Hickory-Smoked Lamb Shoulder with Garlic and Rosemary
Rich lamb shoulder slow-smoked over hickory wood with garlic and rosemary for an aromatic, tender barbecue dish. This mediterranean-inspired bbq & smoked ready in about 750 minutes pairs pounds bone-in lamb shoulder, tablespoons fresh rosemary, chopped, fresh garlic, minced for a weeknight-friendly dinner that comes together with one pan and minimal cleanup. Each serving lands at about 520 calories and feeds 6, so it slots cleanly into a weekly meal plan and pairs well with a quick salad or grain on the side. Tap "Plan a meal with the AI" below to drop this recipe into your week and send the ingredients straight to Instacart. Nutrition values are approximate, calculated from USDA FoodData Central (fdc.nal.usda.gov) — verify against ingredient labels for any health-driven dietary plan.
Ingredients
- 5 pounds bone-in lamb shoulder
- 2 tablespoons fresh rosemary, chopped
- 6 cloves fresh garlic, minced
- 3 tablespoons olive oil
- 2 tablespoons kosher salt
- 1 tablespoon black pepper
- 1 teaspoon lemon zest
- 2 cups, soaked for 30 minutes hickory wood chips
Instructions
- Step 1: In a small bowl, combine 2 tablespoons kosher salt, 1 tablespoon black pepper, 2 tablespoons chopped fresh rosemary, 6 cloves minced garlic, 3 tablespoons olive oil, and 1 teaspoon lemon zest to form a paste.
- Step 2: Rub the paste all over the 5-pound bone-in lamb shoulder, covering every surface. Let it marinate uncovered in the refrigerator for at least 4 hours or overnight.
- Step 3: Preheat your smoker to 225°F and add 2 cups soaked hickory wood chips to produce smoke.
- Step 4: Place the lamb shoulder on the smoker grate fat side up and smoke for 6 to 8 hours, until the internal temperature reaches 195°F and the meat is fork-tender.
- Step 5: Remove the lamb from the smoker and tent with foil. Rest for 30 minutes before slicing or pulling the meat to serve.
Equipment for this recipe
Top-rated tools to make this recipe successfully.
Frequently asked questions
How long does Hickory-Smoked Lamb Shoulder with Garlic and Rosemary take to make?
Total time is about 750 minutes (270 min prep + 480 min cook). Most home cooks find this fits comfortably into a weeknight; double the batch on Sunday for two dinners.
How do I store leftover Hickory-Smoked Lamb Shoulder with Garlic and Rosemary?
Cool to room temperature within 2 hours, then store in an airtight container in the fridge for up to 4 days. Reheat covered in a 350°F oven for 10-12 minutes, or microwave at 70% power in 60-second bursts to keep pounds bone-in lamb shoulder from drying out.
Can I substitute ingredients in Hickory-Smoked Lamb Shoulder with Garlic and Rosemary?

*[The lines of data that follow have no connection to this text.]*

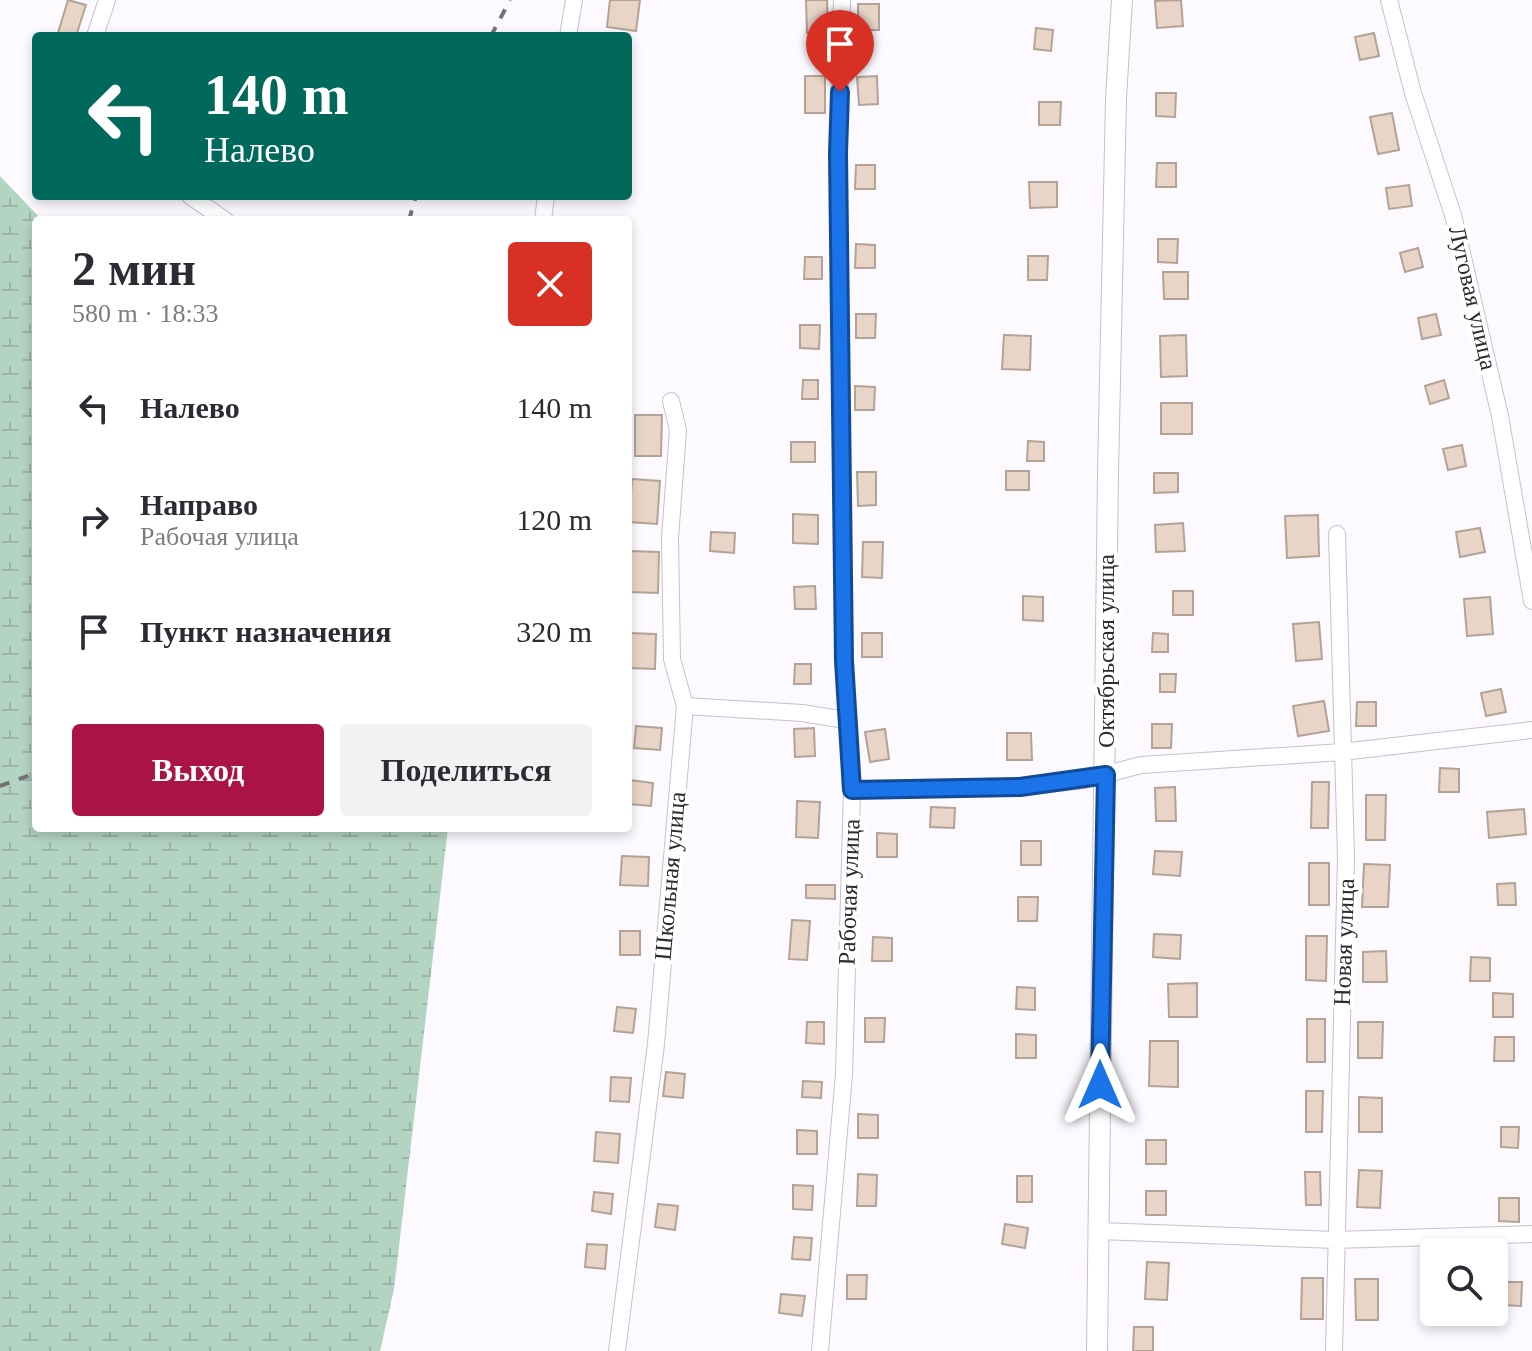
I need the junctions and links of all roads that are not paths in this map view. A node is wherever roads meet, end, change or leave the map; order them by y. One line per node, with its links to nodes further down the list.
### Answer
1 (107, 0): 6 (street)
2 (574, 0): 7 (street)
3 (842, 0): 14 (street, Рабочая улица)
4 (1122, 0): 17 (street, Октябрьская улица)
5 (1389, 0): 12 (street, Луговая улица)
6 (96, 32)
7 (569, 32)
8 (196, 200): 9 (street)
9 (219, 216)
10 (671, 401): 13 (street, Школьная улица)
11 (1337, 534): 16 (street, Новая улица)
12 (1532, 601)
13 (685, 706): 14 (street); 22 (street, Школьная улица)
14 (846, 720): 18 (street, Рабочая улица)
15 (1532, 730): 16 (street)
16 (1342, 752): 17 (street); 21 (street, Новая улица)
17 (1106, 775): 18 (street); 19 (street, Октябрьская улица)
18 (852, 790): 23 (street, Рабочая улица)
19 (1100, 1231): 21 (street); 24 (street, Октябрьская улица)
20 (1532, 1234): 21 (street)
21 (1335, 1240): 25 (street, Новая улица)
22 (617, 1351)
23 (820, 1351)
24 (1097, 1351)
25 (1334, 1351)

Yes — most ingredients in this recipe have flexible swaps. For oil, use any neutral high-smoke-point oil (avocado, grapeseed, refined coconut). For aromatics, dried herbs at ⅓ the volume of fresh work in a pinch. The full ingredient list is shoppable on Instacart so you can see substitutes in real time.
How do I scale Hickory-Smoked Lamb Shoulder with Garlic and Rosemary for a different number of people?
The recipe is written for 6 servings. Multiply each ingredient by (your serving target / 6). Cook time stays roughly the same up to 2x; for 3-4x batches, switch from a skillet to a sheet pan or stockpot so the food isn't crowded — overcrowding steams instead of browns.
What goes well with Hickory-Smoked Lamb Shoulder with Garlic and Rosemary?
Mediterranean bbq & smoked like this pair well with a simple grain (rice, couscous, or crusty bread), a quick salad with acid (lemon vinaigrette, pickled onions), and a pan sauce or yogurt-based dip. Tap "Plan a meal with the AI" to get specific side suggestions.